Alongside the account of the pain and losses that the Russian invasion has inflicted on the Ukrainian population, you describe many examples of individual, spontaneous, but also organized solidarity towards the refugees who have registered, and sometimes even in Russia, at least at the beginning Of the war.
I think it all has to do with what I said at the beginning: these are people who felt, as I felt too, that they had to do something because the very idea of ​​this war was unbearable. For this reason, many forms of solidarity started immediately: there are those who welcomed the refugees, those who hosted them, those who bought them tickets to reach the destinations they had chosen, for example the Baltic countries. For normal people, doing all this, concretely expressing this solidarity was the only way to survive in the midst of a society, the Russian one which instead seems to have gone completely mad.

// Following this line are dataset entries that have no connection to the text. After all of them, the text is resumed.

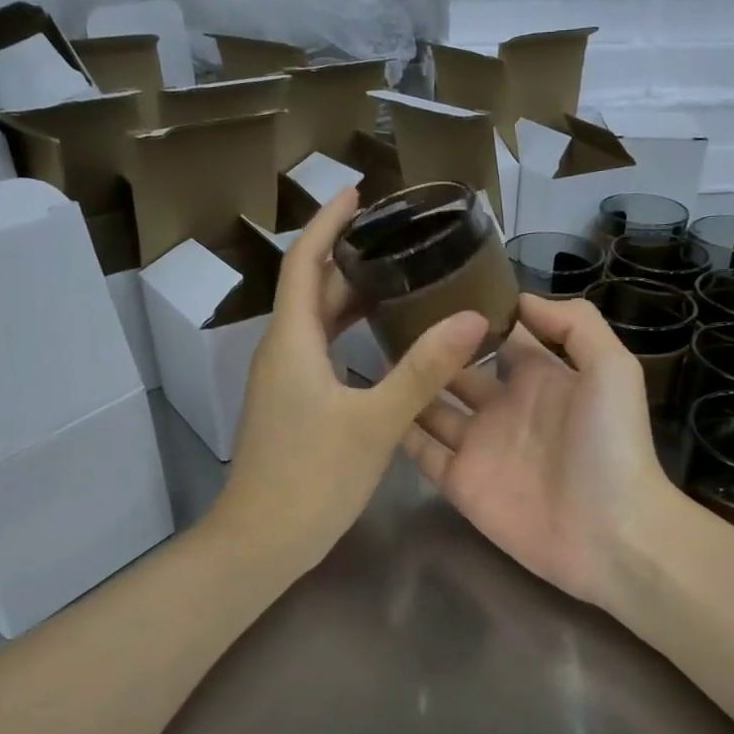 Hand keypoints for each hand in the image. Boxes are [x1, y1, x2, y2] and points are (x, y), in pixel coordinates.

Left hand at [209, 188, 486, 580]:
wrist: (261, 542)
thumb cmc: (312, 478)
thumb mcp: (375, 422)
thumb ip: (423, 369)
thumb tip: (473, 318)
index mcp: (292, 341)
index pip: (305, 262)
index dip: (327, 222)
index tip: (357, 191)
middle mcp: (282, 352)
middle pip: (313, 289)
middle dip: (349, 257)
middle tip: (398, 236)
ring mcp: (284, 381)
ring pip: (317, 323)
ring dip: (351, 296)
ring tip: (399, 277)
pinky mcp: (293, 406)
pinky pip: (321, 351)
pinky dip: (349, 333)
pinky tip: (383, 341)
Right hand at [403, 293, 676, 609]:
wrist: (610, 533)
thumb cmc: (612, 445)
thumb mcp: (612, 368)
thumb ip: (574, 324)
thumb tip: (519, 298)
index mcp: (538, 376)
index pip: (497, 336)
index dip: (471, 314)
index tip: (431, 286)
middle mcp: (503, 405)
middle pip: (456, 368)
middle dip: (428, 346)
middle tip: (384, 318)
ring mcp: (478, 445)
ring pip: (431, 407)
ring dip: (407, 384)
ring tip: (367, 353)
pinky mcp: (460, 482)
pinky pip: (422, 452)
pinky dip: (399, 431)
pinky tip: (373, 404) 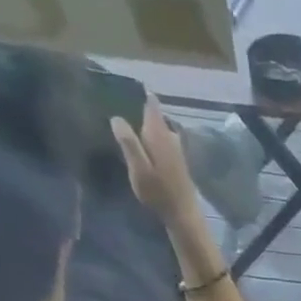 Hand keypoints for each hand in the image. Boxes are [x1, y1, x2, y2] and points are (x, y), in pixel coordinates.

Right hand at [112, 96, 197, 214]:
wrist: (183, 216)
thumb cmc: (159, 192)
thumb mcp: (138, 168)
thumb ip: (128, 142)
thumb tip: (116, 117)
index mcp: (159, 134)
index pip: (152, 104)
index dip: (142, 93)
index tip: (128, 84)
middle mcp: (170, 137)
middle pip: (155, 116)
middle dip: (141, 109)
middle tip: (121, 103)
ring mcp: (177, 150)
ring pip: (160, 130)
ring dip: (147, 126)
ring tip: (130, 122)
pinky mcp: (179, 163)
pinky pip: (164, 143)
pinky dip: (154, 139)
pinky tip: (145, 145) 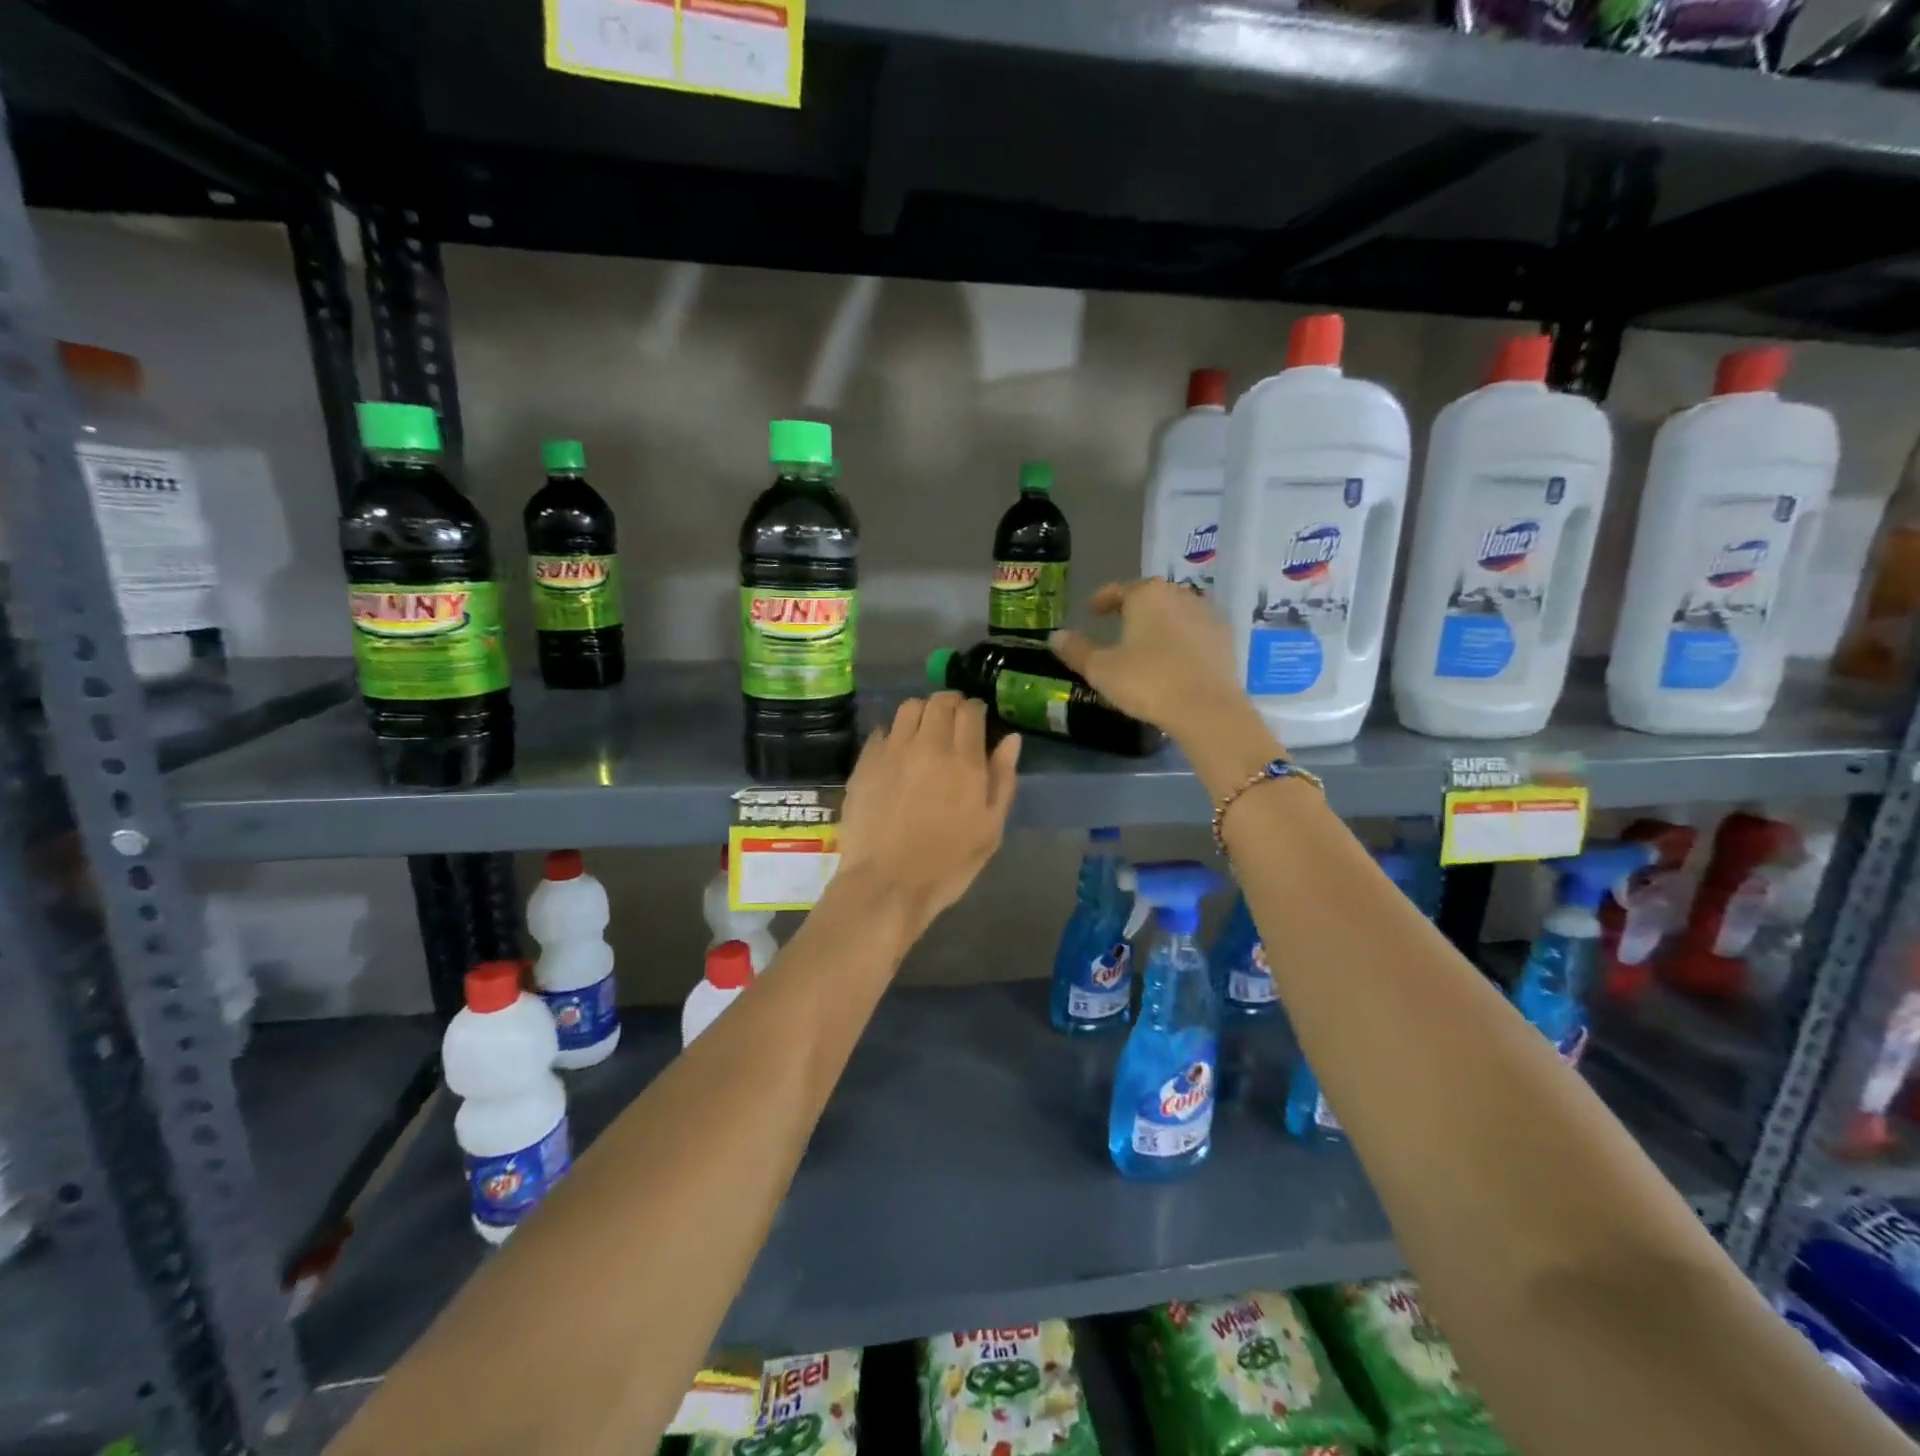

Sure, it’s not as dangerous as fighting alongside the Ukrainians, but at least it doesn’t make you feel like shit.

He left Moscow when he realized that this book might not be published in his country. Now how do you see the future of Russia?
I believe that Putin will lose the war in Ukraine and that once that happens Russia may be heading towards a season of civil war. In the country there already exists a private army, Prigozhin’s Wagner, and a local one, Kadyrov’s Chechen army, and following the defeat many in Russia understand that the idea of ​​reviving the USSR doesn’t work, similar forces will multiply. we will see the appearance of Gazprom’s army and that of Rosneft: all once morest all and in addition some of the contenders will be able to have atomic weapons. A real disaster that I can’t even imagine. But it is certain that as long as Putin and his regime remain, I will not return to my country.